Cependant, la Providence ne voulut point lui tenir compte de la dignité de cette attitude ; en cinq ans, quinze membres de la Compagnie partirent pour un monde que l’on dit meilleur, mais qui, à cette époque, ne pouvait être pire.
Lorsque Monsieur le Secrétaire perpétuel ouvrit enfin les portes, il vit, alignées tout au long des murs de la cour d’honneur, une centaine de personnes qui applaudirent sa venue sans rien perdre de leur dignité et s’avancèrent en rangs serrés. Effrayé par le nombre, il referma les grilles et convoqua les plus sages de l’Académie pour en délibérer.
Je passais par hasard, Messieurs. Je vis cette longue file — et je crus — de loin, que j’approchais de l’un de ces théâtres d’ombres que l’on appelait autrefois des cinématographes, que nous appelons cinémas, que nos enfants appellent ciné, et que nos petits-fils appelleront Dieu sait comment si l’Académie n’y met bon ordre.
En quelques pas, je fus détrompé, car je reconnus dans cette queue un bon nombre de personnes d’un grand mérite, généralement trop occupées par leur rêve intérieur pour en acheter de tout prêts, et qui ne vaudraient pas les leurs.
D’un air faussement indifférent, je fis deux ou trois allées et venues, saluant au passage ceux que j’avais l’honneur de connaître, scrutant à la dérobée les visages qui m’étaient nouveaux. Et j’essayais d’estimer le poids du bagage littéraire que chacun d’eux portait sous son bras.
J’allais partir, découragé, lorsqu’une voix me dit à l’oreille :
— Il n’y a là aucun auteur dramatique.
Je fis une nouvelle revue de l’imposante troupe. Je vis quelques écrivains qui avaient obtenu, au théâtre, de brillantes réussites, mais dont l’œuvre littéraire était le mérite principal.
Je songeai ensuite que, dans le sein de l’Académie elle-même, il ne restait aucun auteur dont la gloire théâtrale ne fut dépassée par la gloire littéraire...
À ce moment, la voix me dit encore :
— L’Académie a toujours compté dans ses rangs au moins quatre hommes de théâtre, elle en a reçu jusqu’à sept.
Cette remarque me fit réfléchir. Je me souvins alors que mes confrères venaient de me faire un grand honneur, en me confiant la Présidence de la Société des Auteurs et Compositeurs Dramatiques.

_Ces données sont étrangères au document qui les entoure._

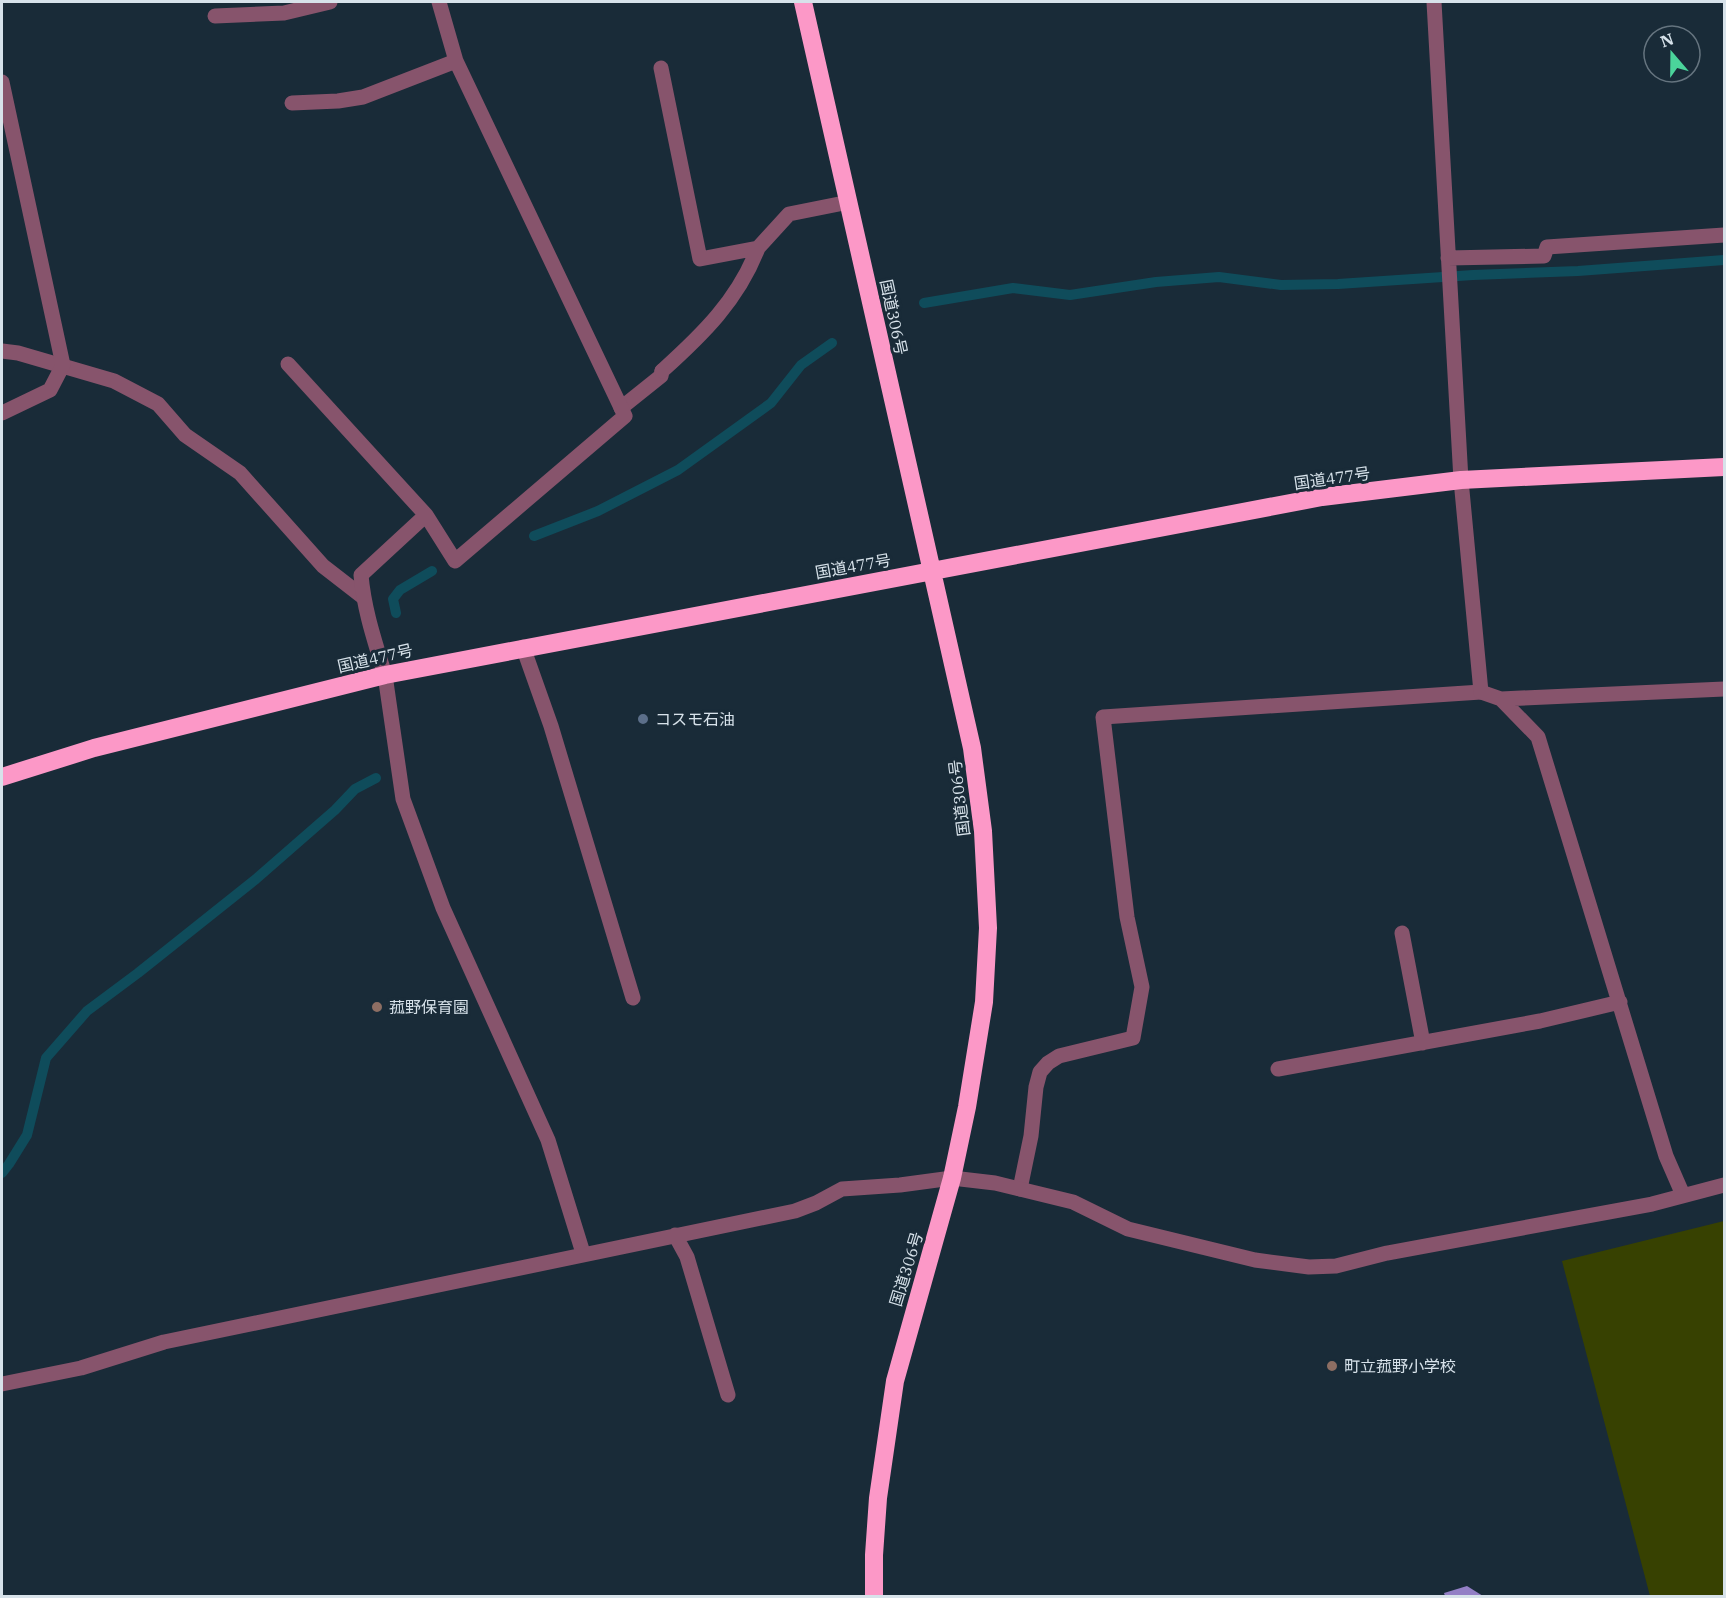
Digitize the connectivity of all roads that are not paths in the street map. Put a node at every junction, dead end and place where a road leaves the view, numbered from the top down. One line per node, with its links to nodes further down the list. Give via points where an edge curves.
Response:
1 (330, 2): 5 (street, via 284,13)
2 (439, 2): 6 (street)
3 (803, 2): 10 (highway, 国道306号)
4 (1434, 2): 13 (street)
5 (215, 16)
6 (456, 61): 9 (street, via 363,97); 17 (street)
7 (660, 68): 12 (street, via 700,258)
8 (2, 82): 16 (street)
9 (292, 103)
10 (849, 202): 12 (street, via 789,214); 22 (highway, 国道306号)
11 (1725, 235): 13 (street, via 1547,247 1545,256)
12 (758, 248): 17 (street, via 735,295 704,333 662,370 661,376)
13 (1448, 260): 20 (street)
14 (2, 351): 16 (street)
15 (288, 364): 21 (street)
16 (63, 365): 18 (street, via 50,390); 23 (street, via 114,381 158,404 185,435 240,473 324,566)
17 (621, 408): 21 (street, via 625,416 455,561)
18 (2, 413)
19 (1725, 467): 20 (highway, 国道477号)
20 (1461, 480): 22 (highway, 国道477号, via 1322,497); 27 (street)
21 (426, 515): 23 (street, via 361,575)
22 (933, 572): 24 (highway, 国道477号); 35 (highway, 国道306号, via 972,748 983,831 988,928 984,1002)
23 (363, 597): 25 (street)
24 (523, 647): 25 (highway, 国道477号); 31 (street, via 551,726)
25 (385, 675): 29 (highway, 国道477号, via 94,748); 40 (street, via 403,799 443,908 548,1140)
26 (1725, 689): 28 (street)
27 (1481, 692): 28 (street); 37 (street, via 1103,717 1127,917 1142,987 1140,1000 1133,1038 1059,1056 1040,1072)
28 (1501, 699): 32 (street, via 1538,736)
29 (2, 777)
30 (1402, 933): 33 (street)
31 (633, 998)
32 (1620, 1002): 33 (street); 38 (street, via 1666,1155)
33 (1423, 1043): 34 (street)
34 (1278, 1069)
35 (952, 1178): 37 (street); 39 (street, via 842,1189 795,1211); 43 (highway, 国道306号, via 895,1381 879,1488)
36 (1725, 1185): 38 (street)
37 (1020, 1189): 38 (street, via 1073,1202 1128,1229 1255,1260 1309,1267 1336,1266)
38 (1683, 1195)
39 (675, 1235): 40 (street); 42 (street, via 687,1257)
40 (583, 1253): 41 (street, via 164,1342 81,1368)
41 (2, 1384)
42 (728, 1395)
43 (874, 1596)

Trente-sept de nos présidents avaient siégé sous la Coupole, et Maurice Donnay, qui venait de nous quitter, avait lui-même été l’un d’eux. Cette idée, je l’avoue, m’induisit en tentation. Cependant, j’hésitai longuement, et la fausse modestie, naturelle à tous les hommes, et bien plus puissante que la vraie, aurait peut-être triomphé, lorsque je fus brusquement jeté en avant par une force invincible, celle-là même dont je venais d’apprendre l’existence par la lecture d’un petit ouvrage philosophique qui traitait de la psychologie des foules. Cet ouvrage affirmait, entre autres choses, que la loi de Newton s’appliquait aux hommes comme aux astres, et que tout individu isolé, passant à proximité de l’une de ces files d’attente que l’on appelle des queues, ressentait une attraction proportionnelle à la longueur de la file, et au magnétisme des personnes qui la composaient.

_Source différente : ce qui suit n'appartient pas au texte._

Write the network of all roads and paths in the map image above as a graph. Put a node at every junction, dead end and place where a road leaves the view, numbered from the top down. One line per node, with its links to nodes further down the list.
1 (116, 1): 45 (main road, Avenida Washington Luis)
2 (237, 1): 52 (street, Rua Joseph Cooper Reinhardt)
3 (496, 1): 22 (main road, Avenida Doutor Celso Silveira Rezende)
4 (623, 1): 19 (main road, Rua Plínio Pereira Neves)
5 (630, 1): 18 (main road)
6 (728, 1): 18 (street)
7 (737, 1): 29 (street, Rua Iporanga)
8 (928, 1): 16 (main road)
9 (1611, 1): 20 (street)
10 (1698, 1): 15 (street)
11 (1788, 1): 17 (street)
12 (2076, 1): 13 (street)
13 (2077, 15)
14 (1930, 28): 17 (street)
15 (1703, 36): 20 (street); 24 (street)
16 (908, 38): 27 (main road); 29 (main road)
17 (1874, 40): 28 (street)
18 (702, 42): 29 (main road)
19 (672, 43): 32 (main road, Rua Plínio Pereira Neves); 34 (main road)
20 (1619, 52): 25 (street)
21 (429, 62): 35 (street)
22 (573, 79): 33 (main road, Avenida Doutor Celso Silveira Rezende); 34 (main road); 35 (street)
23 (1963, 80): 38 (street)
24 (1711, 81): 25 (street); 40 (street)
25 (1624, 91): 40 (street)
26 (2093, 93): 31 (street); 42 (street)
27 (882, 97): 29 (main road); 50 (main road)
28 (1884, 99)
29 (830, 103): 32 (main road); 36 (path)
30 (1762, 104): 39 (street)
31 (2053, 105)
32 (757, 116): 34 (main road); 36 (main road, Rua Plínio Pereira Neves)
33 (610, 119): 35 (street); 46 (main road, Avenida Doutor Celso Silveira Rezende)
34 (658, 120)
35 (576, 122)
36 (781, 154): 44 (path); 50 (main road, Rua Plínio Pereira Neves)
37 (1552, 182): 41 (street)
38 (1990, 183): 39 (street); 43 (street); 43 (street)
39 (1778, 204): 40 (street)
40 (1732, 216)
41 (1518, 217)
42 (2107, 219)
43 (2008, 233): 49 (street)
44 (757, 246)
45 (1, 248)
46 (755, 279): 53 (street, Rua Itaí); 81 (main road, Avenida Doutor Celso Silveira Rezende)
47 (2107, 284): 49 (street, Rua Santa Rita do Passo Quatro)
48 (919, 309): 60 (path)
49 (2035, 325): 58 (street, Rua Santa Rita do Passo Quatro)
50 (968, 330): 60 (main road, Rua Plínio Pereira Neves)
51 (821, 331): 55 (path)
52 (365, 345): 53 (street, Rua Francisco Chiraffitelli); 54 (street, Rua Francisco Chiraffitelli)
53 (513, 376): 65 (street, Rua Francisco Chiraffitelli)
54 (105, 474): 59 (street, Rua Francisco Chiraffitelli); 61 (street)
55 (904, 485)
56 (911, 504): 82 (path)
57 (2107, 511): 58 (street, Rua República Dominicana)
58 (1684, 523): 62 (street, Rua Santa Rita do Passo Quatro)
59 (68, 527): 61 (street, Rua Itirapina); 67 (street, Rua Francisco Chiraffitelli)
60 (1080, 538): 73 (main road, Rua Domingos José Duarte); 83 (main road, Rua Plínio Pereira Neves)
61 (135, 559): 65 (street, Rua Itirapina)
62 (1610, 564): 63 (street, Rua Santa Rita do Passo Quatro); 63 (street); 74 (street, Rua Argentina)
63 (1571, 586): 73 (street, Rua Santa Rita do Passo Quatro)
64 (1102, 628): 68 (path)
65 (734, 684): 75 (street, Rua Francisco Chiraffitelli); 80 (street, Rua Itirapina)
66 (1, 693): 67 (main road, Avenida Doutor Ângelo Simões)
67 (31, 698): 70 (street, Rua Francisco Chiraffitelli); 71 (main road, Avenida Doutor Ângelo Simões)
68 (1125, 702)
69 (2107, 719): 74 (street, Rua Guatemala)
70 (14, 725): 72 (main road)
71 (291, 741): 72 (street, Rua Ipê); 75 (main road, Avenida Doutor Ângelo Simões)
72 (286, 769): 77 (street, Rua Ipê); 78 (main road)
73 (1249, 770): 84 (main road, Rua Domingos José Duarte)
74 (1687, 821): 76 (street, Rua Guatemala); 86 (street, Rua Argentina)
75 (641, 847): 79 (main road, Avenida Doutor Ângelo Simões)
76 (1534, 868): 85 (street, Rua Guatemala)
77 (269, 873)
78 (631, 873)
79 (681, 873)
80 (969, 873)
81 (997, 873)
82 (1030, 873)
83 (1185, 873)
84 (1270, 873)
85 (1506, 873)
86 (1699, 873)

La longueur de la file était considérable, son magnétisme irrésistible : de plus, je n’eus point le courage de démentir une loi qui justifiait si clairement mon ambition : sans faire de bruit, et les yeux baissés, je pris mon rang qui était le dernier. Votre indulgence a fait le reste ; elle m’a mis à la place où je suis aujourd’hui, et d’où j’ai l’honneur de vous remercier.
Je vous demande maintenant la permission de consacrer quelques mots au souvenir de deux grands auteurs dramatiques ; je veux parler de Jean Giraudoux et d’Édouard Bourdet. Je dois à tous deux une reconnaissance égale à mon admiration : c’est parce qu’ils avaient porté si haut la gloire de la scène française que l’Académie a jugé indispensable d’élire un auteur dramatique : ce fut leur façon de voter pour moi.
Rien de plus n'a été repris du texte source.